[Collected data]
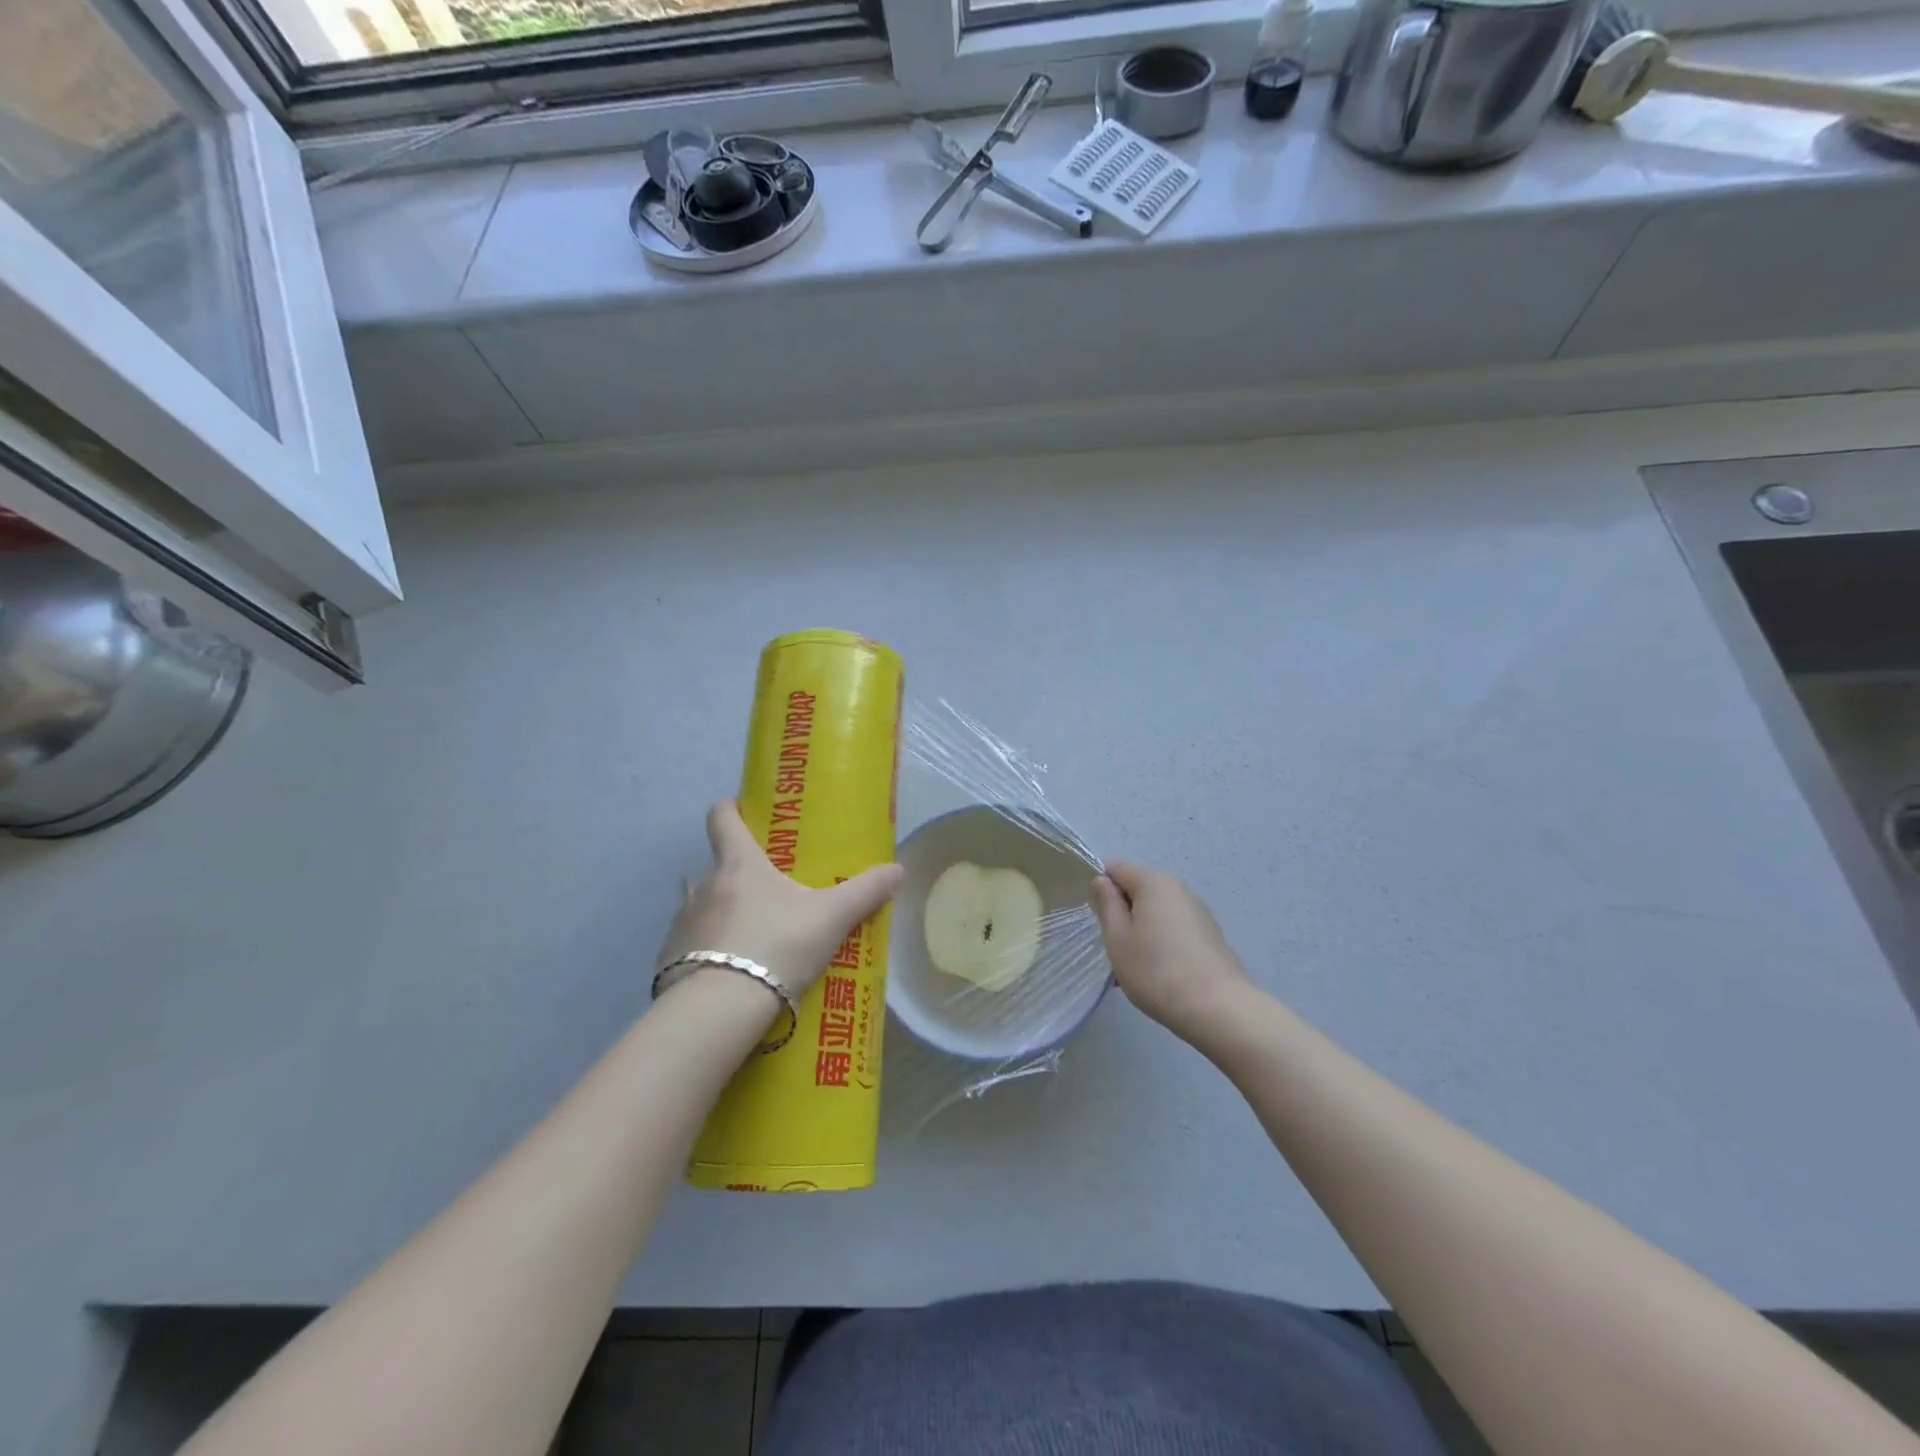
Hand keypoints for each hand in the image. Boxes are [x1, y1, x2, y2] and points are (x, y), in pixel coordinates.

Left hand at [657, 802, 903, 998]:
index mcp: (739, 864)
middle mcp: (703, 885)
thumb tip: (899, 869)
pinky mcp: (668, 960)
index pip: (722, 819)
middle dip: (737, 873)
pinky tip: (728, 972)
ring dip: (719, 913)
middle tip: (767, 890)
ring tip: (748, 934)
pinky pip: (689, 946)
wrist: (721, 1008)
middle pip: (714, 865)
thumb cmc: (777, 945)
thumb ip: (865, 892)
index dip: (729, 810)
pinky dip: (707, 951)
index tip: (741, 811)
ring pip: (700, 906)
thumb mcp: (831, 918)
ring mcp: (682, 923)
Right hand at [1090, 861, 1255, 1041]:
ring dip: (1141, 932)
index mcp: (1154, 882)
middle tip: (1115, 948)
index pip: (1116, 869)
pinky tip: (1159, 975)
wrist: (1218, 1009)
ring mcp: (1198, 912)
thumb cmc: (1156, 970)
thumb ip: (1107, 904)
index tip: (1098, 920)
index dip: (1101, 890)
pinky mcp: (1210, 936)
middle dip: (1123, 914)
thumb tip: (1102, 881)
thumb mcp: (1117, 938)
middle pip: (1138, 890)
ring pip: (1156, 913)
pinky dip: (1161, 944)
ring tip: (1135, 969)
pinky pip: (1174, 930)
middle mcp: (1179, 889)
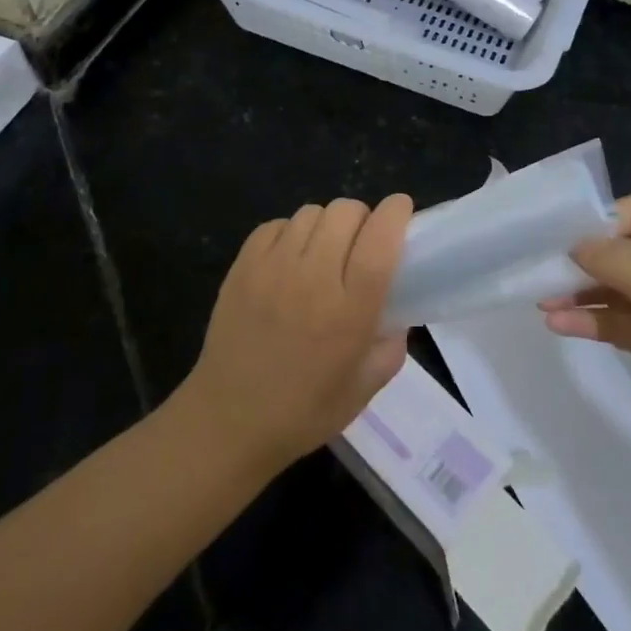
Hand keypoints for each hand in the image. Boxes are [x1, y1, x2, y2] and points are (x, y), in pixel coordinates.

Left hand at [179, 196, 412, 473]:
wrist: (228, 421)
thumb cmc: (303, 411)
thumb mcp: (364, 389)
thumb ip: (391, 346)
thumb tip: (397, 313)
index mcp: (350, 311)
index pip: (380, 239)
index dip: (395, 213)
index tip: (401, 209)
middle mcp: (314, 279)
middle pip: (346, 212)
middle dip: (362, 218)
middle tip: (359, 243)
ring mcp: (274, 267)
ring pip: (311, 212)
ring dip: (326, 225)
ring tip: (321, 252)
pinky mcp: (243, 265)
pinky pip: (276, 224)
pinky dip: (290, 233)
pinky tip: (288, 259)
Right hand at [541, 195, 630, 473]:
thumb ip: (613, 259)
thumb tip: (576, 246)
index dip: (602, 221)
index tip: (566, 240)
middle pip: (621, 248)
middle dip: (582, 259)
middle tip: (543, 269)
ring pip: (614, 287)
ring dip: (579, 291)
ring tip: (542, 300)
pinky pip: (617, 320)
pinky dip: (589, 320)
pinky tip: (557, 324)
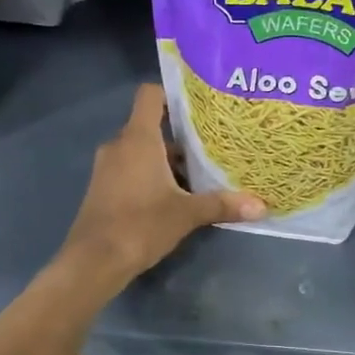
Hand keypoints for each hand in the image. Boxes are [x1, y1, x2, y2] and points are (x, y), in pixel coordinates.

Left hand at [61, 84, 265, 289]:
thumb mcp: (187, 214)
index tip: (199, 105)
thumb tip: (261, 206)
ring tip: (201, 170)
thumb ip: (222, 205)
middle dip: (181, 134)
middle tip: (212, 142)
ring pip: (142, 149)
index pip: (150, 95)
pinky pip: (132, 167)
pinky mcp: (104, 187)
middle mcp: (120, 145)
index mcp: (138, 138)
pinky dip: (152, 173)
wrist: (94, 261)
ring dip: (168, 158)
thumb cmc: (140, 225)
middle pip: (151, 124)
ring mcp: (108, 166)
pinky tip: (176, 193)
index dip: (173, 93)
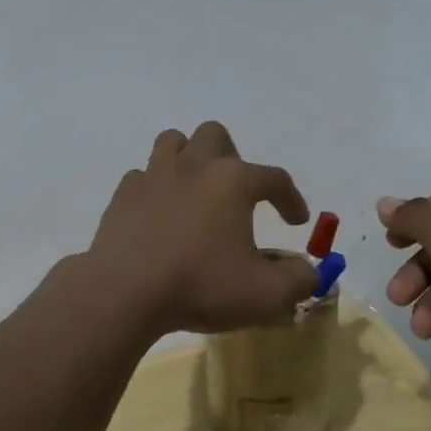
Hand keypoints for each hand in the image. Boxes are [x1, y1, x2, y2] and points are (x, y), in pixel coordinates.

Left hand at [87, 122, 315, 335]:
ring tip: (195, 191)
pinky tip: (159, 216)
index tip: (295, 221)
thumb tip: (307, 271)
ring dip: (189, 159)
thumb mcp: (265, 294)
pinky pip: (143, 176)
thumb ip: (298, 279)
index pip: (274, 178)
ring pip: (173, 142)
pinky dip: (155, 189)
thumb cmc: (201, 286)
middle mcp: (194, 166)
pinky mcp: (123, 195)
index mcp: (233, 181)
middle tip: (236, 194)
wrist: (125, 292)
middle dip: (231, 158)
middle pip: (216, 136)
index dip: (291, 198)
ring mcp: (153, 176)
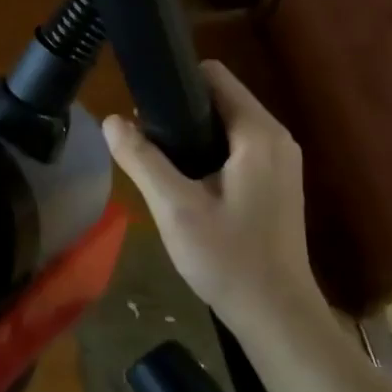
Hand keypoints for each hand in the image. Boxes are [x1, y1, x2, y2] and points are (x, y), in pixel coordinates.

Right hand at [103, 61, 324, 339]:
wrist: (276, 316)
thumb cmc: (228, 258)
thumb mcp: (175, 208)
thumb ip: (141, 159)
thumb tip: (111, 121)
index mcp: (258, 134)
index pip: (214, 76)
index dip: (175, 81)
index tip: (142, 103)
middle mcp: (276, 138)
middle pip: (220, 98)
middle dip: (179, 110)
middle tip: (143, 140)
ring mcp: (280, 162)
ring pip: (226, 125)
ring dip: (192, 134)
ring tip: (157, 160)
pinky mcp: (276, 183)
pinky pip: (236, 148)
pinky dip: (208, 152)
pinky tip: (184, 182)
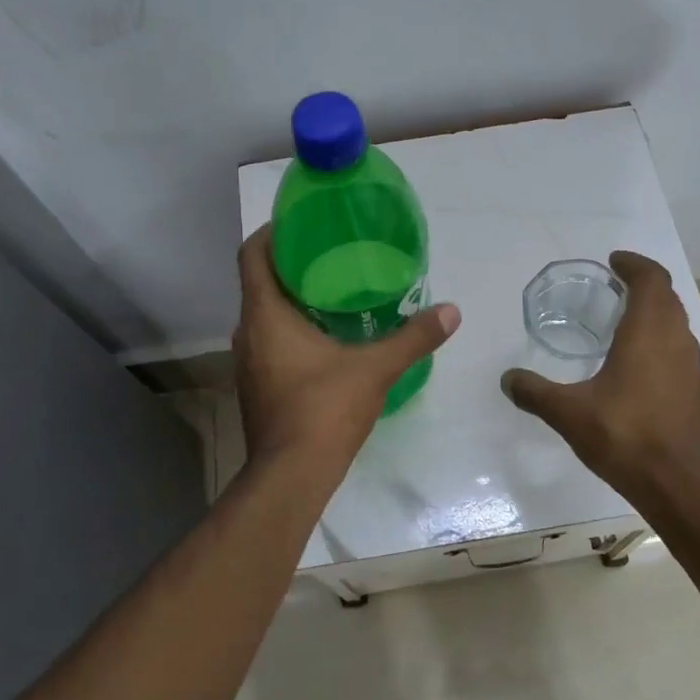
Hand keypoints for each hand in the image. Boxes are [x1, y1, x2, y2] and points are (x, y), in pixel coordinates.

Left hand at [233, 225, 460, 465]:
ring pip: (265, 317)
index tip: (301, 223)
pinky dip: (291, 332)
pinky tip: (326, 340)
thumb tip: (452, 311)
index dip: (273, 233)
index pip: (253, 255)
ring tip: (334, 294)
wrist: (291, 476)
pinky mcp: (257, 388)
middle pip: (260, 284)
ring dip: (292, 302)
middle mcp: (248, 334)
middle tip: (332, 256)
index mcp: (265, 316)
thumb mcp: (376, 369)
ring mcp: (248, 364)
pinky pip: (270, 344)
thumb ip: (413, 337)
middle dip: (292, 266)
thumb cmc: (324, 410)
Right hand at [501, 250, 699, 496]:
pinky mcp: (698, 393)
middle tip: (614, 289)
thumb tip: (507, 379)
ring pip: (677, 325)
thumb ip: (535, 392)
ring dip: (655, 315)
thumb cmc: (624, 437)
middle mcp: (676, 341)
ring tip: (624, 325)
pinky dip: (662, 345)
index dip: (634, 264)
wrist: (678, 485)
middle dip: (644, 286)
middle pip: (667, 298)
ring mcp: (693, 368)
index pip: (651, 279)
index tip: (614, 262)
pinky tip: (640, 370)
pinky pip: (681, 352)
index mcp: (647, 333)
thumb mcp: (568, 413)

## Exercise brief:
All of the records need to be reproduced exactly, with each picture omitted.

## Output of the exercise:
Hand keypoints for each hand in the image. Boxes are [x1, y1, x2, y2] and points are (x, y), in pixel coordinates.

Left hand at [657, 802, 903, 998]:
index mcp: (739, 864)
middle mcp: (703, 885)
thumb tip: (899, 869)
pinky mcp: (668, 960)
index pip: (722, 819)
middle dip: (737, 873)
pinky tip: (728, 972)
ring dip: (719, 913)
middle tip: (767, 890)
ring tip: (748, 934)
pinky pip: (689, 946)
wrist: (721, 1008)
middle pip: (714, 865)
thumb cmc: (777, 945)
thumb ip: (865, 892)
index dip: (729, 810)
pinky dip: (707, 951)
index tip: (741, 811)
ring pip: (700, 906)
thumb mcp: (831, 918)
ring mcp: (682, 923)
Right hand at [1090, 861, 1255, 1041]:
ring dip: (1141, 932)
index mcp: (1154, 882)
middle tip: (1115, 948)
index pip: (1116, 869)
pinky tip: (1159, 975)
wrist: (1218, 1009)
ring mcp: (1198, 912)
thumb cmc: (1156, 970)
thumb ip: (1107, 904)
index tip: (1098, 920)
index dip: (1101, 890)
pinky mcp: (1210, 936)
middle dip: (1123, 914)
thumb tip: (1102, 881)
thumb mcp: (1117, 938)
middle pip: (1138, 890)
ring pip: (1156, 913)
pinky dip: (1161, 944)
ring tip: (1135, 969)
pinky pip: (1174, 930)
middle mcp: (1179, 889)
Hand keypoints for each hand in the image. Boxes are [x1, y1, x2, y2] and points are (x, y), in pixel coordinates.

Left hand at [179, 196, 412, 473]:
wrist: (228, 421)
thumb cmc: (303, 411)
thumb mcp: (364, 389)
thumb ip: (391, 346)
thumb tip: (397, 313)
index mcp: (350, 311)
index pip: (380, 239)
index dip: (395, 213)
index tip: (401, 209)
middle mcp: (314, 279)
middle pip: (346, 212)
middle dip: (362, 218)
middle tip: (359, 243)
ring mcp: (274, 267)
ring pip: (311, 212)
ring dip: (326, 225)
ring tip: (321, 252)
pinky mcp: (243, 265)
pinky pip: (276, 224)
pinky dip: (290, 233)
pinky tip: (288, 259)
Right hand at [541, 195, 630, 473]:
thumb ip: (613, 259)
thumb tip: (576, 246)
index dip: (602, 221)
index tip: (566, 240)
middle pip: (621, 248)
middle dip: (582, 259)
middle tip: (543, 269)
ring pip: (614, 287)
ring dip: (579, 291)
ring tip: (542, 300)
pinky pip: (617, 320)
pinky dip: (589, 320)
pinky tip: (557, 324)
Hand keypoints for each hand in the image. Boxes are [x1, y1, x2, y2] and points are (x, y), in pixel coordinates.

Left hand at [61, 84, 265, 289]:
thumb mcp: (187, 214)
index tip: (199, 105)
thumb tip: (261, 206)
ring tip: (201, 170)
thumb ip: (222, 205)
middle dip: (181, 134)
middle tip: (212, 142)
ring pip: (142, 149)
index pip: (150, 95)
pinky pip: (132, 167)
pinky mcp: (104, 187)
middle mcp: (120, 145)
index mcp: (138, 138)
pinky dip: (152, 173)
wrist: (94, 261)
ring dip: (168, 158)
thumb cmc: (140, 225)
middle pip: (151, 124)
ring mcp: (108, 166)
pinky tip: (176, 193)
index dip: (173, 93)
Hand keypoints for each hand in the image. Boxes are [x1, y1, x2, y2] and points are (x, y), in pixel coordinates.

Left hand at [87, 122, 315, 335]:
ring tip: (195, 191)
pinky tip: (159, 216)
index tip: (295, 221)
thumb tip: (307, 271)
ring dip: (189, 159)
thumb mcp: (265, 294)
pinky pip: (143, 176)
thumb ip: (298, 279)
index pip: (274, 178)
ring pip: (173, 142)
pinky dip: (155, 189)
thumb cmc: (201, 286)
middle mcp: (194, 166)
pinky mcp: (123, 195)
index mcp: (233, 181)
middle tip: (236, 194)
wrist: (125, 292)
middle dip: (231, 158)
middle pip: (216, 136)
index dip: (291, 198)
ring mcp: (153, 176)
Hand keypoints for each hand in the image. Boxes are [x1, y1, x2, y2] and points are (x, y), in pixel coordinates.

Right hand at [103, 61, 324, 339]:
wrist: (276, 316)
thumb cmc: (228, 258)
thumb mcp: (175, 208)
thumb ip: (141, 159)
thumb tip: (111, 121)
index mcp: (258, 134)
index pip: (214, 76)
index dip: (175, 81)
index tip: (142, 103)
middle mcp: (276, 138)
middle pip: (220, 98)
middle dip: (179, 110)
middle tip: (143, 140)
ring mcp: (280, 162)
ring pip: (226, 125)
ring dip: (192, 134)
ring tip: (157, 160)
pinky mcp: (276, 183)
pinky pip: (236, 148)
pinky dip: (208, 152)
pinky tip: (184, 182)
Hand keypoints for each hand in the image. Boxes are [x1, y1, x2, y2] and points are (x, y), in pixel coordinates.

Left hand at [233, 225, 460, 465]:
ring pip: (265, 317)
index tip: (301, 223)
pinky dip: (291, 332)
pinky tip: (326, 340)
thumb tip: (452, 311)
index dip: (273, 233)
index pip: (253, 255)
ring tip: (334, 294)
wrist: (291, 476)
pinky mcp: (257, 388)
middle pip: (260, 284)
ring dip: (292, 302)
middle mcp: (248, 334)
middle tip: (332, 256)
index mcp: (265, 316)
thumb mcp: (376, 369)
ring mcp: (248, 364)
pinky pip: (270, 344)
thumb ip: (413, 337)
middle dip: (292, 266)
thumb cmc: (324, 410)
Right hand at [501, 250, 699, 496]:
pinky mcp: (698, 393)
middle tip: (614, 289)
thumb tip: (507, 379)
ring pip: (677, 325)
thumb ip: (535, 392)
ring dip: (655, 315)
thumb cmc: (624, 437)
middle mcp: (676, 341)
ring tip: (624, 325)
pinky dip: (662, 345)
index dip: (634, 264)
wrist: (678, 485)
middle dip: (644, 286)
middle pip: (667, 298)
ring mcp: (693, 368)
index pip: (651, 279)
index tip: (614, 262)
pinky tip: (640, 370)
pinky pip: (681, 352)
index mcp: (647, 333)
thumb mcp: (568, 413)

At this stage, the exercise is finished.